Task description:
Each line in the entries below that holds the string "roads" is to be listed.
++++ Given data ++++
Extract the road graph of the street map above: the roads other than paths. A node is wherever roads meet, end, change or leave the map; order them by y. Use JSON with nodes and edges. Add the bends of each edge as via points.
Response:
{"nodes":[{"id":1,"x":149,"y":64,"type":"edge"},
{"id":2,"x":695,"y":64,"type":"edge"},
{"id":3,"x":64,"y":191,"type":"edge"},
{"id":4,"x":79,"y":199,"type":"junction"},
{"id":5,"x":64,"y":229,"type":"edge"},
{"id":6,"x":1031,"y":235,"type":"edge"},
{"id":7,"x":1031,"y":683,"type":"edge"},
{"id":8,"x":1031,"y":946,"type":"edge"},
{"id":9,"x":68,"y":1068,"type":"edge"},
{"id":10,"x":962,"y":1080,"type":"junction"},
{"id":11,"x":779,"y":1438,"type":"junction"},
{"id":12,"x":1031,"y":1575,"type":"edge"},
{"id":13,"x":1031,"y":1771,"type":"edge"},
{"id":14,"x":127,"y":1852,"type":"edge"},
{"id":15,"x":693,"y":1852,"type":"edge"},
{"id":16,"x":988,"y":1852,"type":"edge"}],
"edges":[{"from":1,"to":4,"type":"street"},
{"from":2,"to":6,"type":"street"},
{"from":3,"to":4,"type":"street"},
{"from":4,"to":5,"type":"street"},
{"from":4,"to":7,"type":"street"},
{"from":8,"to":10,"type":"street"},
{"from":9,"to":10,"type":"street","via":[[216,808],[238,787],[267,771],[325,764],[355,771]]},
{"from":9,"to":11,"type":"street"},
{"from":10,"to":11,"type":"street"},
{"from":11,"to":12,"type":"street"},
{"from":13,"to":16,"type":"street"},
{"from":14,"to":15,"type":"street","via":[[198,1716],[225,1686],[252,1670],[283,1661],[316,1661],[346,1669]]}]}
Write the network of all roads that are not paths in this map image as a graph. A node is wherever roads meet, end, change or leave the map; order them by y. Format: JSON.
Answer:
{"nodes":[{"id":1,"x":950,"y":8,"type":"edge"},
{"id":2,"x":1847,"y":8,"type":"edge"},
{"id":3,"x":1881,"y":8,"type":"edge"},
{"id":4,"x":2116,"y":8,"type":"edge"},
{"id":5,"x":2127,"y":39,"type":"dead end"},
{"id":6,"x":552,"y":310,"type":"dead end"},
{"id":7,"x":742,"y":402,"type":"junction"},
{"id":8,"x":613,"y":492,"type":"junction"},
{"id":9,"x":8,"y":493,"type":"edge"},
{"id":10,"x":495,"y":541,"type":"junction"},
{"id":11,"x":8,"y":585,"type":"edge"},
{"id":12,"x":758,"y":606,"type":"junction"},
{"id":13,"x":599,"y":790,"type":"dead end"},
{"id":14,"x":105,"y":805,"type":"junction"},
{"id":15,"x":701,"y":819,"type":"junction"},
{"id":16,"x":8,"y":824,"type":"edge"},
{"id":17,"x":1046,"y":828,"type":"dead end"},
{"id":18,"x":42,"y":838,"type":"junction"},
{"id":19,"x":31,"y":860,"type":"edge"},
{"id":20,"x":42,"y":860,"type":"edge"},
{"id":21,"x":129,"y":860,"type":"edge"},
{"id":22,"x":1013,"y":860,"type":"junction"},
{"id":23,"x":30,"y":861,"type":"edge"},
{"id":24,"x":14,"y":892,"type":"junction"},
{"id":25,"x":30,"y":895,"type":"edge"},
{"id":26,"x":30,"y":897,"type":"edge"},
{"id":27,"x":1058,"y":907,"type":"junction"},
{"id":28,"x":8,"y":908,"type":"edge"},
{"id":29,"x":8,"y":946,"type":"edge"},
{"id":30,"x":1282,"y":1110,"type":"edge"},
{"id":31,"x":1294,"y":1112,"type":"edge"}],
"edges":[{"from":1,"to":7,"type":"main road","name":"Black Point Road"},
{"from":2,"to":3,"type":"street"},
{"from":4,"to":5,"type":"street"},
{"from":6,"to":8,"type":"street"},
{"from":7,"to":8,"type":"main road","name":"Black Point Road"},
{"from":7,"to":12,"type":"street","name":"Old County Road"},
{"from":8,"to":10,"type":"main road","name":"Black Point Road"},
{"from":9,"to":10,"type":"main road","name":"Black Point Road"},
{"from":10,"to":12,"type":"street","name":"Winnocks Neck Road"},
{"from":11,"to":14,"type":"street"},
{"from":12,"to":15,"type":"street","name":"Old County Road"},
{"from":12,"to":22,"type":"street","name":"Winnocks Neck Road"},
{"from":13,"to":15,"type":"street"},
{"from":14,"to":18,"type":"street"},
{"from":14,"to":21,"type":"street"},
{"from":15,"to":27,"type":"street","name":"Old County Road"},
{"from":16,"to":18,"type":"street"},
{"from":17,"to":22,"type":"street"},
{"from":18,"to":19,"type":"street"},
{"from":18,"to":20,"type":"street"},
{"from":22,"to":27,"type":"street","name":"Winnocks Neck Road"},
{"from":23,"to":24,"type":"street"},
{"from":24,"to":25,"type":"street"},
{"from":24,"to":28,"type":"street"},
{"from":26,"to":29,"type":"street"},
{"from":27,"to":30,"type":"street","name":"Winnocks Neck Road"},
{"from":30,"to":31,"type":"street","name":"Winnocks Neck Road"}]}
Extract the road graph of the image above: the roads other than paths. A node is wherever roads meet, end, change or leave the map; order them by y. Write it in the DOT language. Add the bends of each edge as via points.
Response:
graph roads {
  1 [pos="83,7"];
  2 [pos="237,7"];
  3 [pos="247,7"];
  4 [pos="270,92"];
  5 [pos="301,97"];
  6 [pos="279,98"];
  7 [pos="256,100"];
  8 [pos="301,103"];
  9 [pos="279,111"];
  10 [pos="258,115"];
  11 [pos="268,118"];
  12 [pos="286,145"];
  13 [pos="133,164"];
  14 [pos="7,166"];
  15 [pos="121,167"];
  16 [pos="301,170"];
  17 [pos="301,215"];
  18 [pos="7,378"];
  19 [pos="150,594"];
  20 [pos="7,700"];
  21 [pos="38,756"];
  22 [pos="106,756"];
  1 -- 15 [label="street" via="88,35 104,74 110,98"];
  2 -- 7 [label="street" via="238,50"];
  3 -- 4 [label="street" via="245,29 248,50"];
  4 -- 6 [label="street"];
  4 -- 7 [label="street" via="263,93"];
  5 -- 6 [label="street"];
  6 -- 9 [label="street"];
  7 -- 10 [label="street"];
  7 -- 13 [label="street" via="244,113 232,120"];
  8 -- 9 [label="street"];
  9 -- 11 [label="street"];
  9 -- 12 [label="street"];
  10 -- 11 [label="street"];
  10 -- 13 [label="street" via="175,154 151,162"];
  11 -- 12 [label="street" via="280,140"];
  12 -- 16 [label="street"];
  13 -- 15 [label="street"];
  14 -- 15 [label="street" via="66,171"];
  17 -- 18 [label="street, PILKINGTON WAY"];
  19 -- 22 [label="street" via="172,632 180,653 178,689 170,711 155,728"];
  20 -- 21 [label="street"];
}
++++
Task solution:
Extract the road graph of the street map above: the roads other than paths. A node is wherever roads meet, end, change or leave the map; order them by y. Use JSON with nodes and edges. Add the bends of each edge as via points.
Write the network of all roads that are not paths in this map image as a graph. A node is wherever roads meet, end, change or leave the map; order them by y. Format: JSON.
Extract the road graph of the image above: the roads other than paths. A node is wherever roads meet, end, change or leave the map; order them by y. Write it in the DOT language. Add the bends of each edge as via points.
graph roads {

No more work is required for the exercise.